There must be a formula to compute R^2 from variances both among states and inside states but anyway, when the variances inside any state are bigger that the total variance that should imply that the feature that divides the population in groups is of little value for prediction so it should have a small R^2 value.
That seems more or less what I said in the comment you replied to: the prediction of individual votes remains quite bad even if the state is taken into account. That's why the relative reduction in MSE is low. That's why the R² is low. I don't think there is any paradox.
I was replying to someone who claimed that "R2 is not the correct measure to use. This article is a perfect example of the principle that simply doing math and getting results is not necessarily meaningful." I've not seen any comment from anyone getting "different results" with a different measure.

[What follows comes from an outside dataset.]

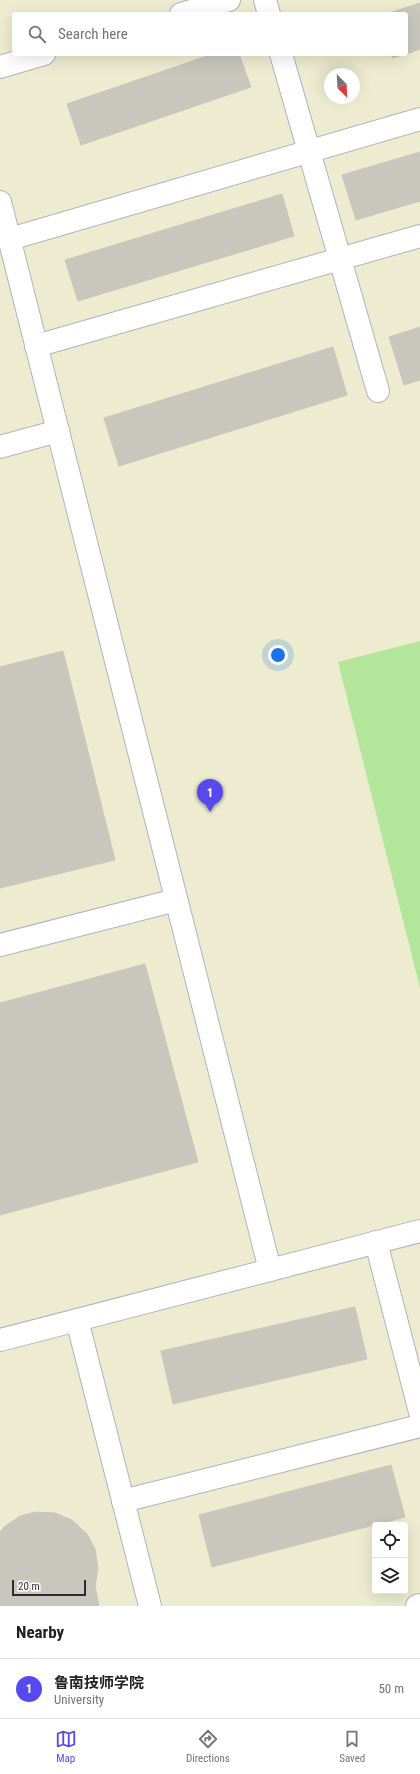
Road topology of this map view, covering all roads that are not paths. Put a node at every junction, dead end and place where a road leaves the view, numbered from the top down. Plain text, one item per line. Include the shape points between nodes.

Edit: You used var(...) which includes a factor N/N-1 and doesn't give exactly the total sum of squares.
The example dataframe contains 40 observations (20 per state) and you get higher variance estimate for the subsamples than for the aggregate sample but if you put toghether a few copies of the data (for example doing "data <- rbind(data, data, data, data, data)") even the adjusted (unbiased) estimator of the variance is lower for the states.
You can calculate the "exact" values yourself doing (x-mean(x))^2 or undoing the adjustment:
> when the variances inside any state are bigger that the total variance
They are not. But you're right in that a small difference shows that dividing the population in groups is of little value for prediction and that's why the R^2 value is small.
The correcting factor n/(n-1) in R is what explains my paradox about the law of total variance Var(Y) = E(var(Y|X)) + Var(E(X|Y)), I was obtaining result that don't match this formula because I corrected all the variances with the factor 20/19 but the total variance should have the factor 40/39 just like you pointed.
Thanks for the comments and the correction.
I just added another comment that relates analysis of variance to this post to show that there is no real paradox here.
Finally, the formula for the total variance above is related to my intuition that having some information (having the data for each state) should make the means of the variances in each group smaller that the total variance, because variance is related to lack of information. But analysis of variance suggests (see other comment of mine) that the state factor is not representative because the high variance in each group (each state) and the low difference between the groups means and the total mean.
A mixed model is not relevant here. A simple linear regression with one variable will achieve exactly the same results. Coding it as -1 and 1 has no difference to coding it as 0 and 1. You just stuff the rest into the intercept.
You would also want to be predicting 0.45 and 0.55 not 1 and 0 because we solve for squared error.